I enjoyed it more than I thought, was pretty much weepy continuously, except for the moments I had to cringe as notes were completely failed at for the climax of several songs.

I had a less than stellar viewing experience though. Went to a theatre I usually go to, which apparently had be revamped to be a dine-in theatre, which is really f***ing annoying with the waiters constantly bustling about, not just delivering the food, but picking up the empty plates. LEAVE IT!

I got there fifteen minutes early but there were still only two seats left, both in the first row, which was a bit of a headache to work my eyes around.

And there seemed to be a dying orangutan somewhere in the back that kept effectively pulling me out of the spell the movie ocassionally managed to weave.

Rusty didn't embarass me as much as I'd thought he would, except for his final note. Amanda disappointed more than I thought, girl couldn't hold a note to save her life, for all her tremulous warbling, and managed to sound discordant during the overlapping songs.
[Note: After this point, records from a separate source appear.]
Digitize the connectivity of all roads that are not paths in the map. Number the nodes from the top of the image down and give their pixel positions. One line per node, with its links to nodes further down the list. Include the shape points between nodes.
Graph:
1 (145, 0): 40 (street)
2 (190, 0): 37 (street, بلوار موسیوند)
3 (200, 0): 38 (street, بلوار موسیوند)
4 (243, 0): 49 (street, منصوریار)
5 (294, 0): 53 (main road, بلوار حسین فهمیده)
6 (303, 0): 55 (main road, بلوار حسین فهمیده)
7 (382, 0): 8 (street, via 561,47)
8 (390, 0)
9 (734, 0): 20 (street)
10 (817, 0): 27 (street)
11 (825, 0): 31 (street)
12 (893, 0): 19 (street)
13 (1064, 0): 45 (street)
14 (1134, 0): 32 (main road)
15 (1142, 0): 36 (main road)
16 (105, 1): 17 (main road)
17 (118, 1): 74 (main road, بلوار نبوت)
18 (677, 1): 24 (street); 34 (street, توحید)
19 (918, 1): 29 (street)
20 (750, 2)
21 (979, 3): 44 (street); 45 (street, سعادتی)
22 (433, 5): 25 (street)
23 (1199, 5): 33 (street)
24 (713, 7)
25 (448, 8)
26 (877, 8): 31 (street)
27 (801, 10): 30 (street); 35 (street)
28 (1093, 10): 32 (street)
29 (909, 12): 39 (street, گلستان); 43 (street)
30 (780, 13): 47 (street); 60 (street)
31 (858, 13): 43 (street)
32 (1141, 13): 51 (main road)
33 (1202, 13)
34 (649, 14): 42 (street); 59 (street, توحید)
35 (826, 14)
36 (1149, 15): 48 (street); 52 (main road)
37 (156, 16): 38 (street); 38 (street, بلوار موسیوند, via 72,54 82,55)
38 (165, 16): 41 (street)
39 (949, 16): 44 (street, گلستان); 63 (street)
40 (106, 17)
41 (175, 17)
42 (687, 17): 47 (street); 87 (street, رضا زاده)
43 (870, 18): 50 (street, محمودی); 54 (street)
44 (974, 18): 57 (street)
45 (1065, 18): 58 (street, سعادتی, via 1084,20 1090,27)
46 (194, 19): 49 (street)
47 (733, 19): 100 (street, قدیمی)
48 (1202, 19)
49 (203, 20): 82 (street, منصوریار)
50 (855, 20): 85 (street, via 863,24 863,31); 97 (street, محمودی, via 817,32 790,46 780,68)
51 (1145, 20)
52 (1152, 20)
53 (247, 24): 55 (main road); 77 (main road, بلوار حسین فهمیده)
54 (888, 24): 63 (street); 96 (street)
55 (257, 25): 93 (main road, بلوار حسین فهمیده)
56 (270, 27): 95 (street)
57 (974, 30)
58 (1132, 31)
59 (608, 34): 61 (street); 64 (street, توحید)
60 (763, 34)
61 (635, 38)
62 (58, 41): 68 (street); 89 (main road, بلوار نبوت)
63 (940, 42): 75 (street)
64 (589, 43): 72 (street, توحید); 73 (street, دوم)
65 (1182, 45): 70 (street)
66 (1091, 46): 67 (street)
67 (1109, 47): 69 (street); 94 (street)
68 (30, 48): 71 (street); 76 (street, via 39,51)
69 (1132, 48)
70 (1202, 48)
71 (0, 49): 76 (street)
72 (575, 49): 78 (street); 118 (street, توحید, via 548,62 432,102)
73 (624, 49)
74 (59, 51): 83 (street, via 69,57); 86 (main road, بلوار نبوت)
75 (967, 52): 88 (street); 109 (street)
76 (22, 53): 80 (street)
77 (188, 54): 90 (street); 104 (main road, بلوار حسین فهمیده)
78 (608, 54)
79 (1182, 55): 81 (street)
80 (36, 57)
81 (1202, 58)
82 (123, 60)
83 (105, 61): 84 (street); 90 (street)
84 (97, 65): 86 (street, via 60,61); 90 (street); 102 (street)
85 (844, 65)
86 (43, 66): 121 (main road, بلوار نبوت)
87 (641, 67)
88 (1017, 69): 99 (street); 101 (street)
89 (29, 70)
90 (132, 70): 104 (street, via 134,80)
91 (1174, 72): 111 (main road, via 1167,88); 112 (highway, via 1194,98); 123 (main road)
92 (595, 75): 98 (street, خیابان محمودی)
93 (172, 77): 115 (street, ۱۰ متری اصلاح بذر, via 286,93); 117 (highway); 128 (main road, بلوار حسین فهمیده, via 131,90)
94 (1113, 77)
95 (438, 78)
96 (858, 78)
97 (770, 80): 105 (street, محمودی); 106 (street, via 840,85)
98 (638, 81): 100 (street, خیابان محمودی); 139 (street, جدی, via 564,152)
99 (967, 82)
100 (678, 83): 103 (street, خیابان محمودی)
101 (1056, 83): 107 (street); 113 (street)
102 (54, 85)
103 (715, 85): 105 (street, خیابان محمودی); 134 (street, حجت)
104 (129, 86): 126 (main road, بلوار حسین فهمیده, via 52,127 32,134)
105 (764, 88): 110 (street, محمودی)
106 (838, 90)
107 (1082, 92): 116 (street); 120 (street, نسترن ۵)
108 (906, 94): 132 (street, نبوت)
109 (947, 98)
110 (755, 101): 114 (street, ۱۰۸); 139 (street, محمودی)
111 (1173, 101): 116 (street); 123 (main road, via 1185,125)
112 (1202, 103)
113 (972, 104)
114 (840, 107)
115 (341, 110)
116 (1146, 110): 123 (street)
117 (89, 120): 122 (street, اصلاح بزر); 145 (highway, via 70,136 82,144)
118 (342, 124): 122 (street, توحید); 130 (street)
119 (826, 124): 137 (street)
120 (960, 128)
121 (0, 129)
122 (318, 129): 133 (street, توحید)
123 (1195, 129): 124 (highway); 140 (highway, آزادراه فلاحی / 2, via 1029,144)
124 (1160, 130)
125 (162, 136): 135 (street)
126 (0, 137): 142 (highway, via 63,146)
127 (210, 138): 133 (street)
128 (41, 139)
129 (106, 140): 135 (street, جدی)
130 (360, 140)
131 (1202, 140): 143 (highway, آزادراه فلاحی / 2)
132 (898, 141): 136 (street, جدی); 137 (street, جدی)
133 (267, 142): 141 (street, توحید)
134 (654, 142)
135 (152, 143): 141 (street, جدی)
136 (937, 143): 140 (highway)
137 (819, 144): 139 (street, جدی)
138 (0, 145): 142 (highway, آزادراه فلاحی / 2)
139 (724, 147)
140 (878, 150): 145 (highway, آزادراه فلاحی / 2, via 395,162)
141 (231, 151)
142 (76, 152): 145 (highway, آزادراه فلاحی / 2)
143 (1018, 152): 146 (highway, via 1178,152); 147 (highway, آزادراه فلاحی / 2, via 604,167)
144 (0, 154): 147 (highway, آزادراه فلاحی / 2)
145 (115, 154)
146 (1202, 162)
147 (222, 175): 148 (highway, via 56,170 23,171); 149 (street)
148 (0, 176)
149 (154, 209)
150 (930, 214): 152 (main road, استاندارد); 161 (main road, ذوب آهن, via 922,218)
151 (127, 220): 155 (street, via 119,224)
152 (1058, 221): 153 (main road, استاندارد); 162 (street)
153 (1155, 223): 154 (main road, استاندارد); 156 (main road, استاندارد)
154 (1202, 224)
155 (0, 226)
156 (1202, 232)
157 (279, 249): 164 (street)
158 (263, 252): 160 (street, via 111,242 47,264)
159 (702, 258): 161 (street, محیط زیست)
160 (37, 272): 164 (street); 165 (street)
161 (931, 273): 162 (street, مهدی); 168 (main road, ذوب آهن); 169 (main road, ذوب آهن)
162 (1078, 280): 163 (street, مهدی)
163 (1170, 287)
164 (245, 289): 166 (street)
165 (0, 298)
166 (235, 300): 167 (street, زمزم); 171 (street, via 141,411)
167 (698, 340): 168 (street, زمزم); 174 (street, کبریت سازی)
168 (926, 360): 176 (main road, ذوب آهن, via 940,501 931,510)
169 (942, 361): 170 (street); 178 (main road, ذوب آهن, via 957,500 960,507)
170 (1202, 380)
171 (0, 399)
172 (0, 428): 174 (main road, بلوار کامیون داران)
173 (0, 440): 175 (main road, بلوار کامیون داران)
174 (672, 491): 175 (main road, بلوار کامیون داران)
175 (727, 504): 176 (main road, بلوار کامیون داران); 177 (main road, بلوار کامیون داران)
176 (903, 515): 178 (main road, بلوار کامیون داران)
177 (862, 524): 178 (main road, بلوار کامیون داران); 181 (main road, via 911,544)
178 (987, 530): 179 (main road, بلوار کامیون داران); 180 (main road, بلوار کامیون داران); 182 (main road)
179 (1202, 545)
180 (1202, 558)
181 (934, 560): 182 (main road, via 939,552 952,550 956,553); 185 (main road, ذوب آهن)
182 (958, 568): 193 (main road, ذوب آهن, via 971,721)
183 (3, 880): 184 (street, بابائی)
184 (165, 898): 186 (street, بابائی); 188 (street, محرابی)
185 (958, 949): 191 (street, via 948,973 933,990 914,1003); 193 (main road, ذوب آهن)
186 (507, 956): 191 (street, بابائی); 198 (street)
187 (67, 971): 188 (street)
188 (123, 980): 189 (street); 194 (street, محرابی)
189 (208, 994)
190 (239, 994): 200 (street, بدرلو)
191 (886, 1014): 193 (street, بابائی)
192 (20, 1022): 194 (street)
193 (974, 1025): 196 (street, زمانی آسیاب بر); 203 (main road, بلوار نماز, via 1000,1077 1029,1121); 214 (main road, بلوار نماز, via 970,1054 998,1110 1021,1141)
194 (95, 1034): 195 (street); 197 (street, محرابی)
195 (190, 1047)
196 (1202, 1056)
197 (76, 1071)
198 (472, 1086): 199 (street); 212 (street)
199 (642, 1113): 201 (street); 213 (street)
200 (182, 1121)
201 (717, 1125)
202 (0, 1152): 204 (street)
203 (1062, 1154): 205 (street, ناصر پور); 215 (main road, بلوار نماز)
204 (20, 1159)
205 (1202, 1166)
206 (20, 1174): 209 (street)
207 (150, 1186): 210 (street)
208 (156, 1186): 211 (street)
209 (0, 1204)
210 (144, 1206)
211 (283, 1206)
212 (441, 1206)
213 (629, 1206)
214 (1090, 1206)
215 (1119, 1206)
I swear I kept seeing Joel Edgerton (the not-Tom-Hardy-brother from Warriors) on the barricades.

I wonder how I would have felt about the movie if I hadn't listened to the original British cast recordings repeatedly in highschool. At moments it was disconcerting to hear a note not hit the way I remembered, which didn't necessarily mean it was bad. I have that same disconnect going to concerts and the band changes things up from how they recorded it in the studio, and it's a totally legitimate choice for them to do so.

Some of the changes seemed completely apt, going for the raw instead of the pretty or the powerhouse belting, but sometimes it seemed like they went for the raw because they didn't have the option of hitting the powerhouse notes, or tried and failed and stuck to their guns.

And when the credits rolled, the theatre clapped and I've never been in a room so not ready to leave (and there was tons of sniffling, so trying to regain composure might have been part of that).

One of the moments that killed me the most was the end of Fantine's "I Dreamed A Dream" where she waits longer than the song calls for, and her face goes dead, and then she spits out the last line bitter and hard. That . . . that struck a little too close to home.